Die lokale Verankerung globaler Institutionen. Eine vergleichende Untersuchung von Gesundheitsprogrammen zu HIV/Aids und reproduktiver Gesundheit
Das Projekt geht der Frage nach, wie global institutionalisierte Normen, z. B. der Biomedizin, in einen spezifischen kulturellen Kontext eingebettet werden.
Lokale Lebenswelten werden in zunehmendem Maße von globalen Institutionen durchdrungen und dadurch ihrer kulturellen Selbstverständlichkeit beraubt. Dies gilt vor allem auch für solche Gesellschaften, die in kultureller Hinsicht lange Zeit nicht von der westlichen Moderne geprägt waren. Bislang ist die Forschung zur Verbreitung globaler Institutionen stark von der Diffusionsperspektive geprägt, die insbesondere die formale Ausbreitung internationaler Normen erklärt. Komplementär dazu geht es in diesem Projekt nicht um die horizontale Verbreitung, sondern um die vertikale Verankerung globaler Institutionen. Dieser Prozess wird von Prof. Bonacker als Lokalisierung bezeichnet. Mit diesem Perspektivenwechsel sollen Aushandlungsprozesse und Konflikte in den Mittelpunkt rücken, die mit einer solchen lokalen Verankerung einhergehen, denn nicht selten stößt die Lokalisierung globaler Institutionen dort an Grenzen, wo sie mit lokalen Überzeugungen und lokalem Wissen konfligieren.
In Anlehnung an neoinstitutionalistische Ansätze versteht Prof. Bonacker unter Institutionen kulturelle Regeln, die bestimmten Einheiten und Handlungen kollektiven Sinn und Wert verleihen und dadurch dauerhafte, unhinterfragt geltende und deshalb erwartbare Muster sozialen Handelns hervorbringen. Während normative Institutionen Werte und Glaubenssysteme verankern, stellen kognitive Institutionen ein unhinterfragt geltendes Wissen bereit, das sich in Skripten und kollektiv geteilten Deutungsmustern manifestiert.
Prof.

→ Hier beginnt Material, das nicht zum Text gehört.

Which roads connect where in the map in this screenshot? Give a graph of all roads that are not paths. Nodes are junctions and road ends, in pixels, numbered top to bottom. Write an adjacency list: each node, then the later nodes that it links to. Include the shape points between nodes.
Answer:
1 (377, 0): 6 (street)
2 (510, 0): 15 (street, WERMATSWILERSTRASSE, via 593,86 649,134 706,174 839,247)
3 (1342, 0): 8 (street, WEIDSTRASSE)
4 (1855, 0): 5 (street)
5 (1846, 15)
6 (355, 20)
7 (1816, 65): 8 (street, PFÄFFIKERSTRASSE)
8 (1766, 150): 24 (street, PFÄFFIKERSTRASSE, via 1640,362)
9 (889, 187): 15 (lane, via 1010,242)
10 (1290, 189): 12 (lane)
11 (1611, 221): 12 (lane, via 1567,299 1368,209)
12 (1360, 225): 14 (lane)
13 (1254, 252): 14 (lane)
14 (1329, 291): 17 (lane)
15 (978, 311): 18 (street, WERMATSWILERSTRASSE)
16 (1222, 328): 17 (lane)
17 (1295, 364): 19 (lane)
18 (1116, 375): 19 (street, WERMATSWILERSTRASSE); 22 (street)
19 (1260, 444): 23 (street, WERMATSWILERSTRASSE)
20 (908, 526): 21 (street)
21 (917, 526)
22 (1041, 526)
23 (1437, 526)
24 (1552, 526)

Bonacker wählt den Umgang mit HIV/Aids und reproduktiver Gesundheit zur Illustration der lokalen Verankerung globaler Institutionen.
Untersucht werden soll
- wie normative und kognitive globale Institutionen durch die Entwicklungszusammenarbeit im Gesundheitssektor lokalisiert werden,
- welche Aushandlungsprozesse und Konflikte dabei zwischen internationalen und lokalen Akteuren zu beobachten sind und
- inwiefern sich dadurch die tatsächliche institutionelle und individuelle Praxis (bspw. neue gesetzliche Regelungen bei der Patientenversorgung, Normwandel in Bezug auf Sexualerziehung oder die Einführung medizinischer Diagnoseverfahren) verändert.